Problem requirements
What lines in the records below include the word "Vair"? Return each one.

Source material
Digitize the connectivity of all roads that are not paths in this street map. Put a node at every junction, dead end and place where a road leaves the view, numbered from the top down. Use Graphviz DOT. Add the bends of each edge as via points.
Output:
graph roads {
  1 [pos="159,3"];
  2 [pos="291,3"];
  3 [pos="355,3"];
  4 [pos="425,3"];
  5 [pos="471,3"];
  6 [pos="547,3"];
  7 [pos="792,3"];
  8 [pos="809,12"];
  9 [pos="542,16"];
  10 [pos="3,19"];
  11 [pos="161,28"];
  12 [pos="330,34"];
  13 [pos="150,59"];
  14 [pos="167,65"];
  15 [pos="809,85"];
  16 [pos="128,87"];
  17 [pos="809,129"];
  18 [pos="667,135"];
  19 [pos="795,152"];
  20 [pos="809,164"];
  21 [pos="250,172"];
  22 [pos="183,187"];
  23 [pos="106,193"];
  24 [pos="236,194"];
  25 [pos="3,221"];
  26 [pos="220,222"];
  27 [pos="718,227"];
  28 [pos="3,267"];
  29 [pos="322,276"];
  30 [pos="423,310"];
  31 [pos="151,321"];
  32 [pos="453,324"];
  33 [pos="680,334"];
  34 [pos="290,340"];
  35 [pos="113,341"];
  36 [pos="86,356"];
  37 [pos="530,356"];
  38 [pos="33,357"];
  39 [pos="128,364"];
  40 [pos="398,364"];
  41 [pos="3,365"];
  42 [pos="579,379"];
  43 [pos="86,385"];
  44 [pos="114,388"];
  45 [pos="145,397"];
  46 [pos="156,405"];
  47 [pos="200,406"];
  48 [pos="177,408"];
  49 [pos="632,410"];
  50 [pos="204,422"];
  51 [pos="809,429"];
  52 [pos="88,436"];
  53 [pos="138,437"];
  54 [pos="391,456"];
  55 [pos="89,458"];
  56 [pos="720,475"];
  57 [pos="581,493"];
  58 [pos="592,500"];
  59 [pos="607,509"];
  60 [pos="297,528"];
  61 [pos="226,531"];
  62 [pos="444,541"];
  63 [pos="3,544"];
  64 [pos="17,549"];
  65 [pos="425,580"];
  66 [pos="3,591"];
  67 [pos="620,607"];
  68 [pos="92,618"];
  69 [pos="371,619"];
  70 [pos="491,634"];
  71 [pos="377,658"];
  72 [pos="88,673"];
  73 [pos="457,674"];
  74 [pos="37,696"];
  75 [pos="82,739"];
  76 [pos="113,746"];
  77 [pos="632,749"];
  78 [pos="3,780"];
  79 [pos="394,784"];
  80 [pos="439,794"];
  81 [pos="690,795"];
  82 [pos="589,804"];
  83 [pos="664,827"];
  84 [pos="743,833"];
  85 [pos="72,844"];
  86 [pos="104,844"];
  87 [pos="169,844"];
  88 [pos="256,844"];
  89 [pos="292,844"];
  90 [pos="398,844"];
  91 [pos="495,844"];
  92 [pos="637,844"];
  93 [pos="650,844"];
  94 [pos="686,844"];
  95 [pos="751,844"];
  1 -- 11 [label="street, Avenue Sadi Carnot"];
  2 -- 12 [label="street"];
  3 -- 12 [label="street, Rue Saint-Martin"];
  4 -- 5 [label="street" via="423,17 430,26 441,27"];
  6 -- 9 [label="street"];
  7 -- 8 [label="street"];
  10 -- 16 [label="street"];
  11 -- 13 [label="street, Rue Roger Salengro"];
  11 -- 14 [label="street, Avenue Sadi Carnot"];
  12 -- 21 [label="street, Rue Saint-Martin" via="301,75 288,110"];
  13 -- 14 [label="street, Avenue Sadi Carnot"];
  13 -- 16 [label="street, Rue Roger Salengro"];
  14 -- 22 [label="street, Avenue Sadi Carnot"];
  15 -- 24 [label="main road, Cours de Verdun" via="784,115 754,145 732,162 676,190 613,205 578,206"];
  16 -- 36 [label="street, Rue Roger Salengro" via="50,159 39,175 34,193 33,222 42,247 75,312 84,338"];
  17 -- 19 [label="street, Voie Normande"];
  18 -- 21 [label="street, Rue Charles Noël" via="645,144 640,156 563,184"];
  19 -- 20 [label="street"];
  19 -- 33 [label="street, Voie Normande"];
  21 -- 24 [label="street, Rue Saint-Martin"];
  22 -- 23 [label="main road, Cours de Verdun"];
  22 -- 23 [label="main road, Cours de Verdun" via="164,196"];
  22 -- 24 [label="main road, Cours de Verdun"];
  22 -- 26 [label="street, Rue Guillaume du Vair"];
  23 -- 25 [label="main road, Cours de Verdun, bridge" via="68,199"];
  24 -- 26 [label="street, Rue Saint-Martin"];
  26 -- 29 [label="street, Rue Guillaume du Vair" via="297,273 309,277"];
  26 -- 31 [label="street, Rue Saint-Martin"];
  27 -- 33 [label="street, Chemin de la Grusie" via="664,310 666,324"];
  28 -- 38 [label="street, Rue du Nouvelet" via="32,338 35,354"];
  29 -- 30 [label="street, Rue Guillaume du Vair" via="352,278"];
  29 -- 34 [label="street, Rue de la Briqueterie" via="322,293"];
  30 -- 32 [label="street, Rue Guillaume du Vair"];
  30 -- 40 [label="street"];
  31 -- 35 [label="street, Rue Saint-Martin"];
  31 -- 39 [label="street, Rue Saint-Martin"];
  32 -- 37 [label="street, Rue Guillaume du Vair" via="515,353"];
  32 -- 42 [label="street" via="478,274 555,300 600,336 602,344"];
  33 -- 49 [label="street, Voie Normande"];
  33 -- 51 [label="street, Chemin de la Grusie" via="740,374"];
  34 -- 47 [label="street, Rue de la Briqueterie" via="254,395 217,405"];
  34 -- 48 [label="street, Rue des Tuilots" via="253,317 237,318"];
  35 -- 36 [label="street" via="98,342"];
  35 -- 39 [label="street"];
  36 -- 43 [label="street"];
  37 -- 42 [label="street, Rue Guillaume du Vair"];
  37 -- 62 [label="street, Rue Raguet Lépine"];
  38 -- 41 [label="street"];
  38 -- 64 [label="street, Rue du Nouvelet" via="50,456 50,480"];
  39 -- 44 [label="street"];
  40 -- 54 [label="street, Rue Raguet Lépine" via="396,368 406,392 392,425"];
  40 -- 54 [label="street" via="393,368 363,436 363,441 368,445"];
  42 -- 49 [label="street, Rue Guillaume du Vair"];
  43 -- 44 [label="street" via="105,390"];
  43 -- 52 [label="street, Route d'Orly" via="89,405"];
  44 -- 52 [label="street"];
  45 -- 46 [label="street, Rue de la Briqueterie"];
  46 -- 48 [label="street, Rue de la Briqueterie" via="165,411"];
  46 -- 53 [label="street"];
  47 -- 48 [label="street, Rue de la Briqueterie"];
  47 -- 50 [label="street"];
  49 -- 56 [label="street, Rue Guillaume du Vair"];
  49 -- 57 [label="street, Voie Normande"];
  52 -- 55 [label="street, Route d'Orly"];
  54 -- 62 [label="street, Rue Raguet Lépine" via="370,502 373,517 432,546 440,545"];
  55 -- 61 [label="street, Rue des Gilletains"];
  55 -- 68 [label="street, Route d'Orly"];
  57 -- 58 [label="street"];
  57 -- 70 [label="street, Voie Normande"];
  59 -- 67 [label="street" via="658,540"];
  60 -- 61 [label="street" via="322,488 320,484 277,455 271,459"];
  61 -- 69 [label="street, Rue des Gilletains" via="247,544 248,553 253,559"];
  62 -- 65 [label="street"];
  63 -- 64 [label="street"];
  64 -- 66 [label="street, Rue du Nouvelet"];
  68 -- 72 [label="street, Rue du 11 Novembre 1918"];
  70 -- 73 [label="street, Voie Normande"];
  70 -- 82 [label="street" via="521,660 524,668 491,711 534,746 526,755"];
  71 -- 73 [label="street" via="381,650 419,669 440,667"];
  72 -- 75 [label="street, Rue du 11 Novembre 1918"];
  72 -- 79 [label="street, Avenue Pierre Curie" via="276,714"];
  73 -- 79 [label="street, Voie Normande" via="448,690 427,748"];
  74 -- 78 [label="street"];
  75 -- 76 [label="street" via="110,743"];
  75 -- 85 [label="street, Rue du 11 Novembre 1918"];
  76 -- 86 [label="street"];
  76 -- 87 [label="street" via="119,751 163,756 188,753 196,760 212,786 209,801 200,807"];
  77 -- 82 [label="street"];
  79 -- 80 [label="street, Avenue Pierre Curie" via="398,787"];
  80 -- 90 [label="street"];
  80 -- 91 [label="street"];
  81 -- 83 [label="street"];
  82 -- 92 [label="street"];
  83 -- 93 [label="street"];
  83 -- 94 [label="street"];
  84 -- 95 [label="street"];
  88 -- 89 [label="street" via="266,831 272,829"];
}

Task response
  22 -- 26 [label="street, Rue Guillaume du Vair"];
  26 -- 29 [label="street, Rue Guillaume du Vair" via="297,273 309,277"];
  29 -- 30 [label="street, Rue Guillaume du Vair" via="352,278"];
  30 -- 32 [label="street, Rue Guillaume du Vair"];
  32 -- 37 [label="street, Rue Guillaume du Vair" via="515,353"];
  37 -- 42 [label="street, Rue Guillaume du Vair"];
  42 -- 49 [label="street, Rue Guillaume du Vair"];
  49 -- 56 [label="street, Rue Guillaume du Vair"];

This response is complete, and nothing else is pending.